Les communications, échanges et travaux de groupe qui ont meublé les trois jours d’activité ont porté essentiellement sur l’analyse de l’écosystème des avortements sécurisés, l’exercice de clarification des valeurs, l’installation des communautés de pratiques. Gynécologues obstétriciens, sages-femmes pharmaciennes et responsables de programmes de santé maternelle soutiennent au terme du sommet initié par l’ODAS que les actions à mener doivent converger dans le sens de relever le défi de la communication à divers niveaux.

« Notre défi une fois retourné en Côte d’Ivoire, c’est de chercher à convaincre nos différentes autorités surtout au niveau des prestataires de santé. Que nous ayons le même langage, parce que tant qu’il y aura une diversité au sein même des professionnels de la santé, ce sera encore une bataille rude à mener. », soutient Alida Koffi Kuassi, en service au PNSME de Côte d’Ivoire.

Ils sont d’ailleurs convaincus que l’expérience enrichissante de certains pays d’Afrique devrait inspirer les autres pour l’épanouissement des femmes. « L’avortement clandestin représente 13 % des causes de la mortalité maternelle dans notre région, ce qui est énorme […]. Un certain nombre de pays religieux dans le monde sont arrivés à changer les conditions. La loi a été votée au Bénin, en Sierra Leone et même en Tunisie depuis plus de 50 ans. Pourtant ce pays est à majorité musulmane. Il n’y a donc pas de raison que nous ne puissions pas nous inspirer de ces pays qui ont pu convaincre les religieux, les législateurs pour que les lois passent », déclare Pr Keika Namory.

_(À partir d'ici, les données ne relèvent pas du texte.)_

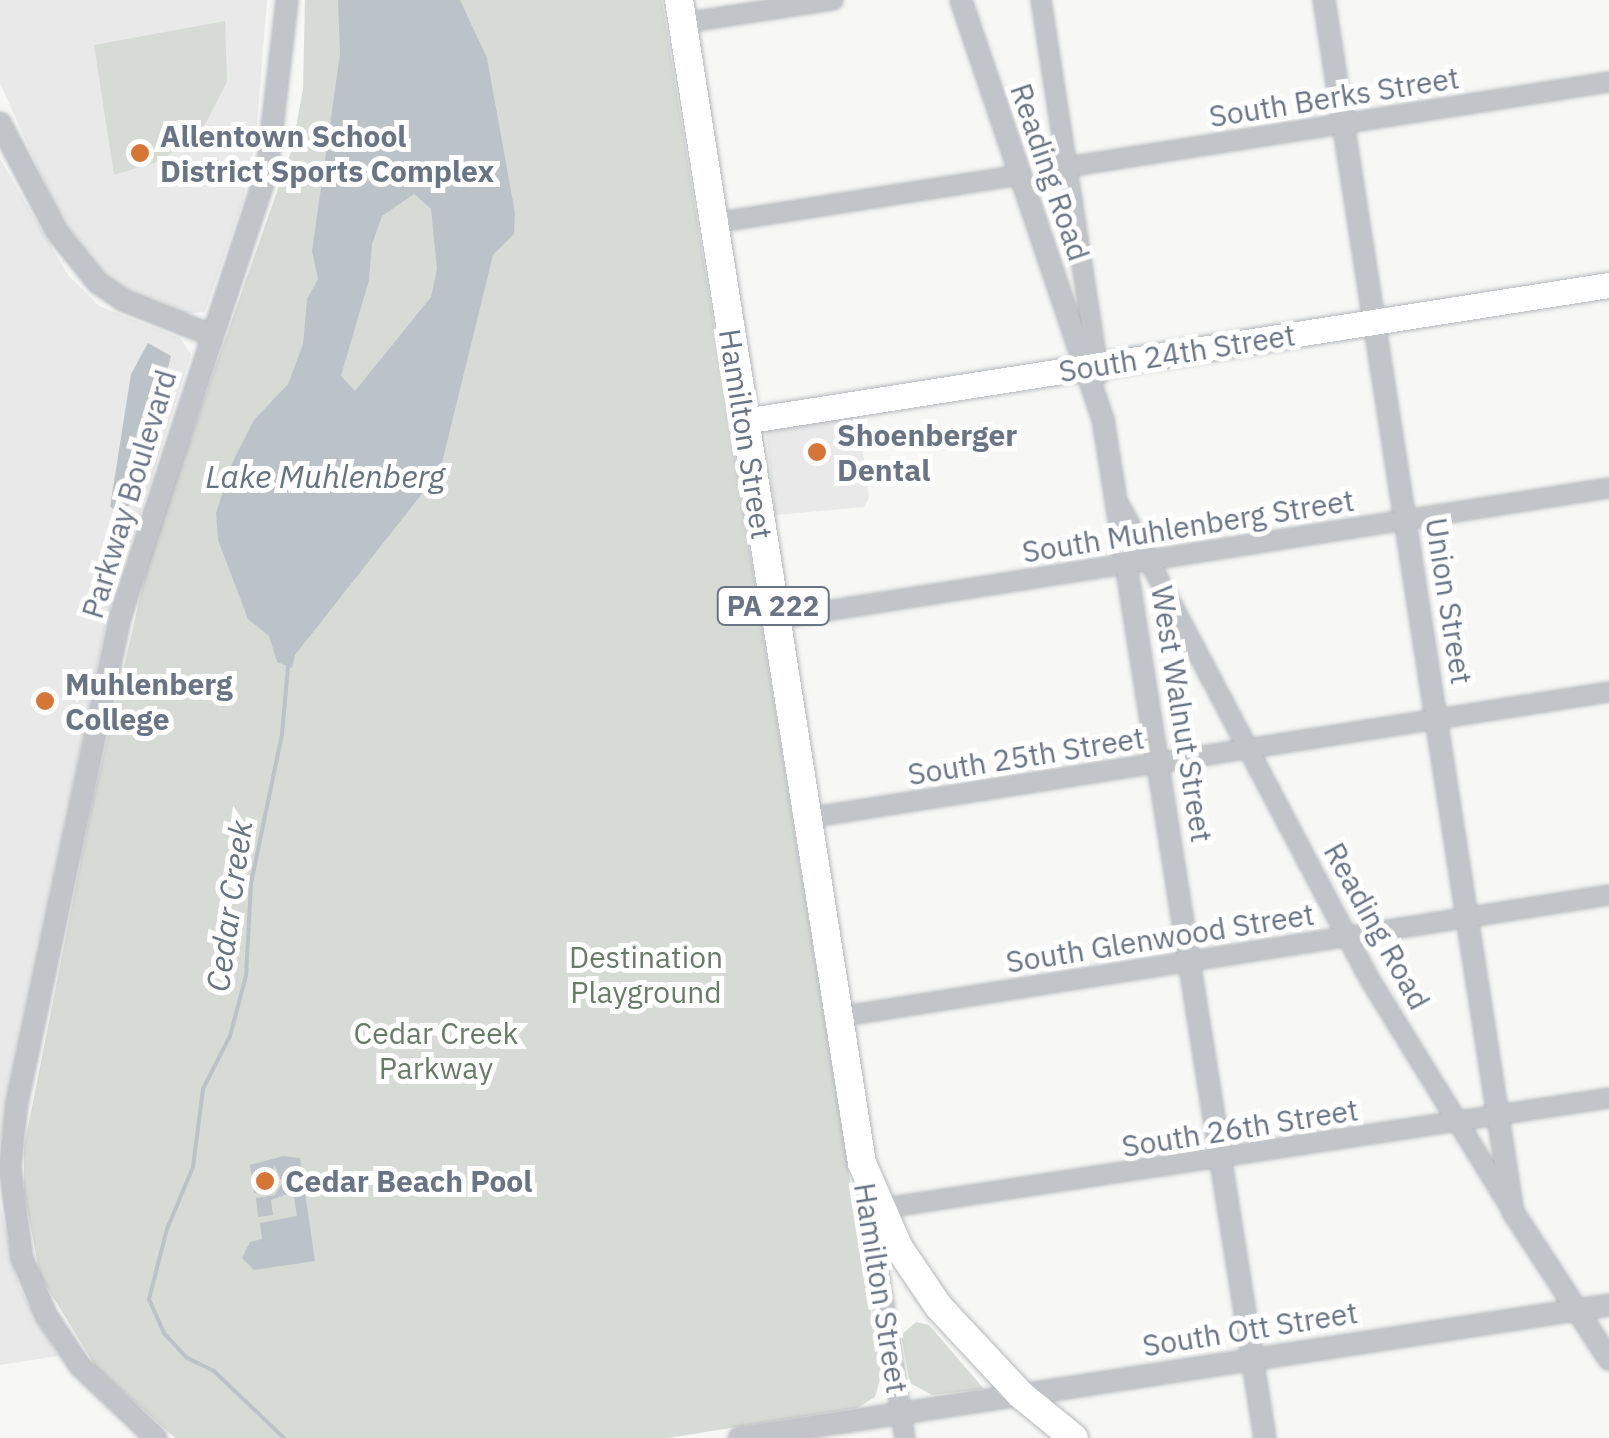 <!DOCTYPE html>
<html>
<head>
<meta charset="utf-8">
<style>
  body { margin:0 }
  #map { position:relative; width:1609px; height:1438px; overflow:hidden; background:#f7f8f5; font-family:"IBM Plex Sans",sans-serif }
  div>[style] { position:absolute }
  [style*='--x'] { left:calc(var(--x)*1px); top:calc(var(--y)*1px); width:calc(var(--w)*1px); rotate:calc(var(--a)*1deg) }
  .built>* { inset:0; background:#e8e9e8 }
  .green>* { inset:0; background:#d6dcd5 }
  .water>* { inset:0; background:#bbc3c9 }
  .stream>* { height:4px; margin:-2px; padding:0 2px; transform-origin:2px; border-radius:2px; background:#bbc3c9 }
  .roads { filter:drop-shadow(0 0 2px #b4b7bd) drop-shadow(0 0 2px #b4b7bd) }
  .minor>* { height:18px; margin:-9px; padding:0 9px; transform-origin:9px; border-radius:9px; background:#c1c4c8 }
  .tertiary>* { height:20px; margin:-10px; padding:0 10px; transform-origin:10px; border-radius:10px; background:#c1c4c8 }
  .secondary>* { height:25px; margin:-12.5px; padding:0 12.5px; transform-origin:12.5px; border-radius:12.5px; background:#fff }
  .primary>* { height:28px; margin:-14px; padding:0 14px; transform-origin:14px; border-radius:14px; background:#fff }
  .dots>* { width:28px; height:28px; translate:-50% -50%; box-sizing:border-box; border:5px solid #fff; border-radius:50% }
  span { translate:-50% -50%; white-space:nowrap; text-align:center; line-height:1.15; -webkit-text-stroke:10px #fff; paint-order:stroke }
  .shield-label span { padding:2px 8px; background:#fff; border:2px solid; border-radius:8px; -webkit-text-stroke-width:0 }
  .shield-label { font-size:28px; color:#697484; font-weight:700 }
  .street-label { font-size:30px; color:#697484 }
  .poi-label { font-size:30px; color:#697484; font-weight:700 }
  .left { translate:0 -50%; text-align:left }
  .park-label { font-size:30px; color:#687b67 }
  .water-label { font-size:32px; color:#65747f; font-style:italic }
</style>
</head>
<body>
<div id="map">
  <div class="built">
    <i style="clip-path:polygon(0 0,267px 0,256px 137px,243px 201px,205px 312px,179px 314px,106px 283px,61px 220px,0 83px)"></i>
    <i style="clip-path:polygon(0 159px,68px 275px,99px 306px,180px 338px,191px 354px,107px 619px,0 1143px)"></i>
    <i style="clip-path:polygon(858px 414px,869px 498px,864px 507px,775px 515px,766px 431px)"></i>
    <i style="clip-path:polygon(0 1205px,19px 1287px,58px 1356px,0 1365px)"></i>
  </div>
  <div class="green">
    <i style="clip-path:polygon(305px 0,662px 0,881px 1375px,875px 1397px,857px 1408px,668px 1438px,175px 1438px,96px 1367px,40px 1276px,24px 1192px,24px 1147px,93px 800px,151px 550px,292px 149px,303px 89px)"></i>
    <i style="clip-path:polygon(225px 21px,227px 82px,201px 132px,160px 161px,114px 175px,94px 45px)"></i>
    <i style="clip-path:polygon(916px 1322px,929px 1325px,984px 1389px,932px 1395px,910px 1383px,901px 1335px)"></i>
  </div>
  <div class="water">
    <i style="clip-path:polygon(evenodd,338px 0,460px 0,487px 58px,515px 213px,514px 234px,493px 255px,440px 471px,295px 655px,292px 668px,277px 662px,269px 636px,248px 619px,218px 540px,216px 513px,232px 463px,254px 420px,288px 384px,303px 344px,307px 299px,318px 279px,312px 251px,340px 54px,338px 0,414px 194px,431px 209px,437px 269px,431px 297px,355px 391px,341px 376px,369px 280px,372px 244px,382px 216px,414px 194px)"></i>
    <i style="clip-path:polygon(148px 343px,171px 356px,135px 501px,120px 512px,110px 507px,131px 374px)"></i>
    <i style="clip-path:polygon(283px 1156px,300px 1158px,315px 1261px,254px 1270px,242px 1258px,250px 1242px,262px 1239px,260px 1223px,297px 1216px,293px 1192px,271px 1200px,273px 1215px,258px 1217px,256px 1198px,275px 1195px,282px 1183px,274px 1164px,271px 1190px,254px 1193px,250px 1165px)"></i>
  </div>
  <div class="stream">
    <i style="--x:284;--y:1438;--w:97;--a:-136.3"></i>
    <i style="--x:214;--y:1371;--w:30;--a:-154"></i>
    <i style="--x:187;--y:1358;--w:34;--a:-133"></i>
    <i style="--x:164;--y:1333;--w:37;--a:-114"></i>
    <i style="--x:149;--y:1299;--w:72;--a:-75.6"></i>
    <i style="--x:167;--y:1229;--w:67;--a:-67.2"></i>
    <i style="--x:193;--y:1167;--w:79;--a:-82.7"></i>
    <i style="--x:203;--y:1089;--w:59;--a:-63"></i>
    <i style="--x:230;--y:1036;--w:62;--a:-75.1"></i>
    <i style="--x:246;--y:976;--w:93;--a:-86.9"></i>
    <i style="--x:251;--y:883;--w:152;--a:-78.2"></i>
    <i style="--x:282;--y:734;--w:67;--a:-84.9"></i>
  </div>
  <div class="roads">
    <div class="minor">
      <i style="--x:1041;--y:0;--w:379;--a:81.2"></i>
      <i style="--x:683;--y:23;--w:152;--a:-8.7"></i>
      <i style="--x:1067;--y:167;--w:549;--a:-8.91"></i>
      <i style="--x:714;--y:223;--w:310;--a:-8.9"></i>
      <i style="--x:1120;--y:506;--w:536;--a:62.19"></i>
      <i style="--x:1370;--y:980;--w:268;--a:58.3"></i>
      <i style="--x:775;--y:619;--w:844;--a:-8.93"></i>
      <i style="--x:807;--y:818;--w:812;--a:-8.93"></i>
      <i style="--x:838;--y:1017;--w:781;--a:-8.99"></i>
      <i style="--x:867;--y:1196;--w:245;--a:81.1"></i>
      <i style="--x:878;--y:1209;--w:739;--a:-8.63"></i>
    </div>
    <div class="tertiary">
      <i style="--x:961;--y:0;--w:442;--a:71.3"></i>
      <i style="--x:1103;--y:419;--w:1032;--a:80.97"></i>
      <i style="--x:1324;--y:0;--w:1227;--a:81.14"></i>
      <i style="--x:1513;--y:1212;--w:176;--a:56.9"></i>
      <i style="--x:0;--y:123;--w:123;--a:62.4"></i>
      <i style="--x:57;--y:232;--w:65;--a:51.2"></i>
      <i style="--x:98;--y:283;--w:32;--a:34"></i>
      <i style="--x:125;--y:301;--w:92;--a:21.6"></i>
      <i style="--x:156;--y:1438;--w:105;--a:-136.5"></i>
      <i style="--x:80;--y:1366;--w:61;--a:-123.7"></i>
      <i style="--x:46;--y:1315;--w:62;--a:-112.8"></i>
      <i style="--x:22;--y:1258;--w:92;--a:-97.5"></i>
      <i style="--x:10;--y:1167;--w:64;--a:-83.8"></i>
      <i style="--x:17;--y:1103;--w:499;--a:-78"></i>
      <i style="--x:121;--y:615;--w:467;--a:-71.8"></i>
      <i style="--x:267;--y:171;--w:172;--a:-83.3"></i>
      <i style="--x:739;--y:1438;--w:880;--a:-8.69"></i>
    </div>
    <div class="secondary">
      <i style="--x:744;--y:421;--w:876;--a:-8.94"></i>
    </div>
    <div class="primary">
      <i style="--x:679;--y:0;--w:1177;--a:81.06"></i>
      <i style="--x:862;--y:1163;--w:93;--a:66.5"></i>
      <i style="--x:899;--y:1248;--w:71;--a:55.9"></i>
      <i style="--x:939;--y:1307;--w:120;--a:47"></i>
      <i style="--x:1021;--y:1395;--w:68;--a:39.1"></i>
    </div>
  </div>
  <div class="dots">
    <i style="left:140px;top:153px;background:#d57637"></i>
    <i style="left:817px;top:452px;background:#d57637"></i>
    <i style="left:45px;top:701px;background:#d57637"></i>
    <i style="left:265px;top:1181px;background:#d57637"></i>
  </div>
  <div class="shield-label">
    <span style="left:773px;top:606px">PA 222</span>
  </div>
  <div class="street-label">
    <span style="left:1334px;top:97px;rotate:-9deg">South Berks Street</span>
    <span style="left:1050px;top:172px;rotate:71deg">Reading Road</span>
    <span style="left:1177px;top:353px;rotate:-9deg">South 24th Street</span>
    <span style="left:746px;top:434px;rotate:81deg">Hamilton Street</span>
    <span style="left:129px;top:494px;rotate:-73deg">Parkway Boulevard</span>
    <span style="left:1188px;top:526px;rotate:-9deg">South Muhlenberg Street</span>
    <span style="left:1449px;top:601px;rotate:81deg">Union Street</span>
    <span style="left:1182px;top:714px;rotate:81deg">West Walnut Street</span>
    <span style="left:1026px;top:756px;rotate:-9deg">South 25th Street</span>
    <span style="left:1377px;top:926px;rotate:61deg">Reading Road</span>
    <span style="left:1160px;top:938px;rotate:-9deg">South Glenwood Street</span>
    <span style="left:1240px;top:1128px;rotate:-9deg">South 26th Street</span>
    <span style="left:881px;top:1288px;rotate:81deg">Hamilton Street</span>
    <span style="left:1250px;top:1329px;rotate:-9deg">South Ott Street</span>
  </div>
  <div class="poi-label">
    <span class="left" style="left:160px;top:153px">Allentown School<br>District Sports Complex</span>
    <span class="left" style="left:837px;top:452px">Shoenberger<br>Dental</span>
    <span class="left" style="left:65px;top:701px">Muhlenberg<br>College</span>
    <span class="left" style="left:285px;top:1181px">Cedar Beach Pool</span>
  </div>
  <div class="park-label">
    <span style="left:646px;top:974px">Destination<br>Playground</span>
    <span style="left:436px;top:1050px">Cedar Creek<br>Parkway</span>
  </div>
  <div class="water-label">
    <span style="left:325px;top:476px">Lake Muhlenberg</span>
    <span style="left:229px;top:906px;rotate:-82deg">Cedar Creek</span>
  </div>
</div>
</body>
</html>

Ainsi, pour tous les participants, la démarche de l’ODAS visant à faire des participants une force de plaidoyer dans leurs différents pays promet d’acter le changement surtout grâce à l’exercice de la clarification des valeurs et la création des communautés de pratiques.

« Je sors de cet atelier convaincu que j’ai un engagement des différents pays sur les différentes stratégies qu’ils pourront mettre en place pour faire avancer l’agenda de l’avortement sécurisé » va conclure Dr Rouguiatou BALDE, convaincue qu’en 2022, plus aucune femme ne devrait encore mourir des conséquences de l’Avortement clandestin.